*Your task:* Whenever a line below holds the word "nodes", copy that line.

Stored items:
________________

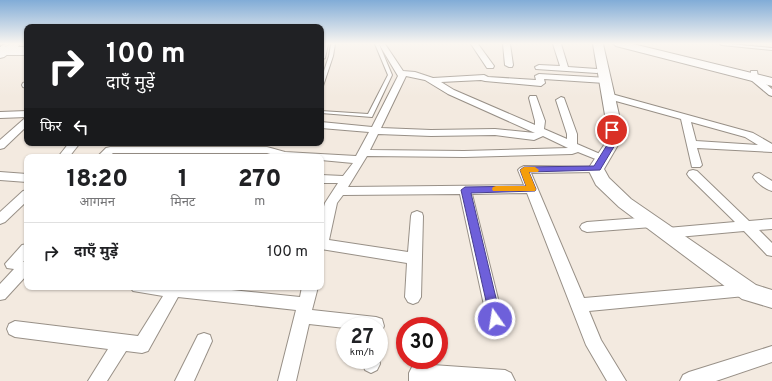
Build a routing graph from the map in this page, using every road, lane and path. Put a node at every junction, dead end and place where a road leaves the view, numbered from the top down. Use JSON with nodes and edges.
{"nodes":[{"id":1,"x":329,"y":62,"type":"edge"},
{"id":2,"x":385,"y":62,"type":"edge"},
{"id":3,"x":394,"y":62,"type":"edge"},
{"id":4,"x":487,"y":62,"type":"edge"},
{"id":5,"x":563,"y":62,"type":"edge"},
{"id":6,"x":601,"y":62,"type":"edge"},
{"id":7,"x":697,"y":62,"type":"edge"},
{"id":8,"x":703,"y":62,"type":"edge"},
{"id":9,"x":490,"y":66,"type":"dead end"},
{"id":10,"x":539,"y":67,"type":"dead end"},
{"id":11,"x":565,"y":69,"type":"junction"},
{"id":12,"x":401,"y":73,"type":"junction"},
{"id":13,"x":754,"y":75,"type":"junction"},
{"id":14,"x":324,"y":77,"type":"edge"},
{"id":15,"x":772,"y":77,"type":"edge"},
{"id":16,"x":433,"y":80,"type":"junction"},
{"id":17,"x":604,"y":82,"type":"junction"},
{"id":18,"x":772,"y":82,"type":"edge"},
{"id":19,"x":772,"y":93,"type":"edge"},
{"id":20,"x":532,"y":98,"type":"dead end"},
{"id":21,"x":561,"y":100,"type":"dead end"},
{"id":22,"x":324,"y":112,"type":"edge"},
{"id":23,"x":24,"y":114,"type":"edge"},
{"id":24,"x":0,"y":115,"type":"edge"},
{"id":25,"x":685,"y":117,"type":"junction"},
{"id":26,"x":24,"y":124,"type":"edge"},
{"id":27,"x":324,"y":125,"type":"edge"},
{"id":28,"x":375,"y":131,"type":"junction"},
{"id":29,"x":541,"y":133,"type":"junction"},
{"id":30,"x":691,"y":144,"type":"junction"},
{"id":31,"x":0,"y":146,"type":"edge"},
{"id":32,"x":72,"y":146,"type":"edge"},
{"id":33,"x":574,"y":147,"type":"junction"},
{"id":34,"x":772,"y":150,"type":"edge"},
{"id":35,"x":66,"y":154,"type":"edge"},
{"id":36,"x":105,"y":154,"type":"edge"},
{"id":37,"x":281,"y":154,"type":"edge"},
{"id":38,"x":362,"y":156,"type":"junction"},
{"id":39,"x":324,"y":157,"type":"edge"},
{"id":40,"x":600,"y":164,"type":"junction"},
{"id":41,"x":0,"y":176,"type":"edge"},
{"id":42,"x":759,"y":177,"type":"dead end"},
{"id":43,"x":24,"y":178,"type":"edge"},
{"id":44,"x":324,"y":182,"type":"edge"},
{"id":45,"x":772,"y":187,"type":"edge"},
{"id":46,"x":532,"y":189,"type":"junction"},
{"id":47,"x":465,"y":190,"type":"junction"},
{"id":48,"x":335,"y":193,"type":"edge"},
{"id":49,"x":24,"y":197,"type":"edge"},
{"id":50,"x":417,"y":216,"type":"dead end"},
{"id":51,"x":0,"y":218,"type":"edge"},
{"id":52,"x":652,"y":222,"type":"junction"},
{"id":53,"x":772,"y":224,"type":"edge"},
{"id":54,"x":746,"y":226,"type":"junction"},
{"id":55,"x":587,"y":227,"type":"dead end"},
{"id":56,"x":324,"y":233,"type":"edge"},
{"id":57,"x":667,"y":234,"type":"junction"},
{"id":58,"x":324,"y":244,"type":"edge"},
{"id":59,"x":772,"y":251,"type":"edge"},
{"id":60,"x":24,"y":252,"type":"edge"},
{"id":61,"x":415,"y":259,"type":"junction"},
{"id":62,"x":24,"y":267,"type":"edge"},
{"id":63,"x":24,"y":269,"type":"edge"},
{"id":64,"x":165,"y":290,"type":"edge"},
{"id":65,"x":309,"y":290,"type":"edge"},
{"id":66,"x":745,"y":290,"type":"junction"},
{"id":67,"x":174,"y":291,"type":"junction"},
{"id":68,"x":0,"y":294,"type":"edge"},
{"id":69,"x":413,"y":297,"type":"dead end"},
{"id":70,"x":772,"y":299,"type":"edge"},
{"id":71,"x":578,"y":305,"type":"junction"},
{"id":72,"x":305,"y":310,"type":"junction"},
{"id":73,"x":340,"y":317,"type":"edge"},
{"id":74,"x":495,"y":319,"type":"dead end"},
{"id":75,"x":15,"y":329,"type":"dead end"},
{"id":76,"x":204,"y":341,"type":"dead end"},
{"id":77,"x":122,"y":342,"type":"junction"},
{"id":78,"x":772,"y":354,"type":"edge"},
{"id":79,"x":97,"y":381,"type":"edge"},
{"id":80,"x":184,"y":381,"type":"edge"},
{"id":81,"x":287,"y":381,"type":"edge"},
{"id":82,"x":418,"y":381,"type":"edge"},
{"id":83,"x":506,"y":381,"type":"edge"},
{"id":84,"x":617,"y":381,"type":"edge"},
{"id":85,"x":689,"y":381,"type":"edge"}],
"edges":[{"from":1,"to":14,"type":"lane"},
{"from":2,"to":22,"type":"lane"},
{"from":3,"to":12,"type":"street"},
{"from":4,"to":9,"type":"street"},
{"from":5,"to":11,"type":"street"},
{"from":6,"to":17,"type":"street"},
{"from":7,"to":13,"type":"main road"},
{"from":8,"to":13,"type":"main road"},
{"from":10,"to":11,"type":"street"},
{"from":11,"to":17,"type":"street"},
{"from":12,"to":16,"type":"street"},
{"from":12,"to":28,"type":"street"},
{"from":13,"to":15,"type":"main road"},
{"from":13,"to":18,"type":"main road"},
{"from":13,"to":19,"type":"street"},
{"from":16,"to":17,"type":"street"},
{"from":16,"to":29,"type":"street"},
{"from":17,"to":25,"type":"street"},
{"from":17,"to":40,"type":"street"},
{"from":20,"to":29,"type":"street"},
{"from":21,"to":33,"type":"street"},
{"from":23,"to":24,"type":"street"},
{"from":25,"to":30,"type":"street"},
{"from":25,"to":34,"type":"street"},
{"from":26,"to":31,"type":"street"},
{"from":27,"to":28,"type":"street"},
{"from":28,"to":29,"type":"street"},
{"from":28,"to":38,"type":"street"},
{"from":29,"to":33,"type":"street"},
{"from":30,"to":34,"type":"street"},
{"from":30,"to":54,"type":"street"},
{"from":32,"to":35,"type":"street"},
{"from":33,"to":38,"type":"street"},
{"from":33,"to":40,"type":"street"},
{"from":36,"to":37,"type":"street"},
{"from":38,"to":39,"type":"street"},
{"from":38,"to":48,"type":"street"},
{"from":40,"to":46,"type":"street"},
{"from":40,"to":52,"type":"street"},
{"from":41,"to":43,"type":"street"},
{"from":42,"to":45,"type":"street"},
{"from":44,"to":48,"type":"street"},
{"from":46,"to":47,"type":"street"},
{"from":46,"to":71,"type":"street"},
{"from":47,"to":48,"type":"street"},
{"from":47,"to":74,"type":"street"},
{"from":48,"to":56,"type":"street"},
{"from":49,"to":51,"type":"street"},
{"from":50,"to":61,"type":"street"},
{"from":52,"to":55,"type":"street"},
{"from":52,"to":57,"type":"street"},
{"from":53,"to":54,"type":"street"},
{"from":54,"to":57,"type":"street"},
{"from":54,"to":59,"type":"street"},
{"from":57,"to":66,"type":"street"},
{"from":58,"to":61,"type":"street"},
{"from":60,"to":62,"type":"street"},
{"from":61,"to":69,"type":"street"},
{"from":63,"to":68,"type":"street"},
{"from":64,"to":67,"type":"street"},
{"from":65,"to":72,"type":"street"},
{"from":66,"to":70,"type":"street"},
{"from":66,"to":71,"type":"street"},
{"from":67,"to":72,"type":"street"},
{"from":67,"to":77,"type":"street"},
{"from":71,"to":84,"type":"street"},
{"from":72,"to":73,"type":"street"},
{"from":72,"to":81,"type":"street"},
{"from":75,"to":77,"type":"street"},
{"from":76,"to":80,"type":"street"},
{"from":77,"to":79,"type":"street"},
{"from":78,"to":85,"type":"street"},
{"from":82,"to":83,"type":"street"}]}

________________

*Reply:*
Build a routing graph from the map in this page, using every road, lane and path. Put a node at every junction, dead end and place where a road leaves the view, numbered from the top down. Use JSON with nodes and edges.
{"nodes":[{"id":1,"x":329,"y":62,"type":"edge"},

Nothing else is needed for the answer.